▶ Saved data entries
::::::::::
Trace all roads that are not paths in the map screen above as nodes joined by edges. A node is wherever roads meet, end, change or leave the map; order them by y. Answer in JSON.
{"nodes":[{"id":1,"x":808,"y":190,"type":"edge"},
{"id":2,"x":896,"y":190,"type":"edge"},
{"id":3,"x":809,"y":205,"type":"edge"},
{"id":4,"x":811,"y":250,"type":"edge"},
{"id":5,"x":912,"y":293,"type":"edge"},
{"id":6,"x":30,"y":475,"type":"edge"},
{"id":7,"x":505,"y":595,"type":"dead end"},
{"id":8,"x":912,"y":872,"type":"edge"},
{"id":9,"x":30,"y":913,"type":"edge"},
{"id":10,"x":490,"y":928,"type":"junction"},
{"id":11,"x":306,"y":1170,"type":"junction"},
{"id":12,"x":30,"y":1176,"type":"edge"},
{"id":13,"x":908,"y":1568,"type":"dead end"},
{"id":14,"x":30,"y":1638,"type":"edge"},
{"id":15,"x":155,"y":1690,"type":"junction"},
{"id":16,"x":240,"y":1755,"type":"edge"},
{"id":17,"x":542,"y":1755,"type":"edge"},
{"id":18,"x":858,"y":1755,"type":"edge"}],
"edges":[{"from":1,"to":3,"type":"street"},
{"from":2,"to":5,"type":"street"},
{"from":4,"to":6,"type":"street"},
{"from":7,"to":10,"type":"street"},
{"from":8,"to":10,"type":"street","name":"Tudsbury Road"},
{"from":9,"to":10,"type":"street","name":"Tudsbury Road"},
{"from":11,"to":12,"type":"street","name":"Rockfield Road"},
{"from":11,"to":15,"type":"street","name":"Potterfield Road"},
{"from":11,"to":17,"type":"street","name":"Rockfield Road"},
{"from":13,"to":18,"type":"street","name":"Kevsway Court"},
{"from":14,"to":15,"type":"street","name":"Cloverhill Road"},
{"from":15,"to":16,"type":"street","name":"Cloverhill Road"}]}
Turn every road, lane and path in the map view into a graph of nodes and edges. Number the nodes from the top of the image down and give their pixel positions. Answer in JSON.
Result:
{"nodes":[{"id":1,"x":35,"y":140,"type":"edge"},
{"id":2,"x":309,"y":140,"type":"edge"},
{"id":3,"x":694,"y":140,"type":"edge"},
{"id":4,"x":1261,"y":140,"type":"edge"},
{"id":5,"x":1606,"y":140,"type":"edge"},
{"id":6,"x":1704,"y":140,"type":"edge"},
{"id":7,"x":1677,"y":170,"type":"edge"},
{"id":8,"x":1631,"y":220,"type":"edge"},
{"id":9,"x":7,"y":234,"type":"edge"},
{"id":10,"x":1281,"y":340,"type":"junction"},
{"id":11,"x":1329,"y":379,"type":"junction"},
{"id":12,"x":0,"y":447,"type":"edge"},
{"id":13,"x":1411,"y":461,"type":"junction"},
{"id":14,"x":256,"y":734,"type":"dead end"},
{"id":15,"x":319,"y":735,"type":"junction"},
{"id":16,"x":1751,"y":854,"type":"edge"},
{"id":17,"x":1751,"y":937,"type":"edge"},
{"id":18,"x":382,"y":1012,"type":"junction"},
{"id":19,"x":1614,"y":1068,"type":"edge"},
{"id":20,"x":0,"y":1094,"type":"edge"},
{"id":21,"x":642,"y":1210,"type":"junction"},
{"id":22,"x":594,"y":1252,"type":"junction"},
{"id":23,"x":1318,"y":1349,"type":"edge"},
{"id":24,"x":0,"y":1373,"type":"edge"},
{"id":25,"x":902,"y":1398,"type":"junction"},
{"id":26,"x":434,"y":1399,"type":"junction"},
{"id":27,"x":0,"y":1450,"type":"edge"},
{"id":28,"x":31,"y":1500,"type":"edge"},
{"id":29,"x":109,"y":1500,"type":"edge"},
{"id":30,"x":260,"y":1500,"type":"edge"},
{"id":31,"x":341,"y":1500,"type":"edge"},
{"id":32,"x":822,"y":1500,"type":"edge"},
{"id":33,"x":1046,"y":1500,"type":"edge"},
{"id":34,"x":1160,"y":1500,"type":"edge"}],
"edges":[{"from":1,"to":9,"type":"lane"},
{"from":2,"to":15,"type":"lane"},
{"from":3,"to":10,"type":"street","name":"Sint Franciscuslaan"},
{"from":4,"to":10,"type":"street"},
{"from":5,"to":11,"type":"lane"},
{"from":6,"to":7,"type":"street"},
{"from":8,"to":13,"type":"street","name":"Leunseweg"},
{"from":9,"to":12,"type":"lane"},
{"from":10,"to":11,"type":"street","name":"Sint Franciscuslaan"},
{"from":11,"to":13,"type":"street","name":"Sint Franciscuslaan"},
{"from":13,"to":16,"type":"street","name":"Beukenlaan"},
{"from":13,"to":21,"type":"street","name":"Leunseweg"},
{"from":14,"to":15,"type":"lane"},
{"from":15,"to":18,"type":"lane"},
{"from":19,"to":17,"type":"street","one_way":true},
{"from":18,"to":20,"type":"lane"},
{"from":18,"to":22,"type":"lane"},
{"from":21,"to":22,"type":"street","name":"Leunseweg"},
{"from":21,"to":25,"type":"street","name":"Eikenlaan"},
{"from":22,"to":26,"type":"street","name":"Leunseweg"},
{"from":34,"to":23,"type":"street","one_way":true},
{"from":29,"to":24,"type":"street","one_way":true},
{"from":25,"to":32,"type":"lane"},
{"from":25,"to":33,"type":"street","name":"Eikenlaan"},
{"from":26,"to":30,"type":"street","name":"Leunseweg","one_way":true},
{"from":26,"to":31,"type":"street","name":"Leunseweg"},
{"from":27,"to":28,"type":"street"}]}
::::::::::
▶ Task
Look for the string "Eikenlaan" in the records, and copy every line where it is found.

▶ Exercise answer
{"from":21,"to":25,"type":"street","name":"Eikenlaan"},
{"from":25,"to":33,"type":"street","name":"Eikenlaan"},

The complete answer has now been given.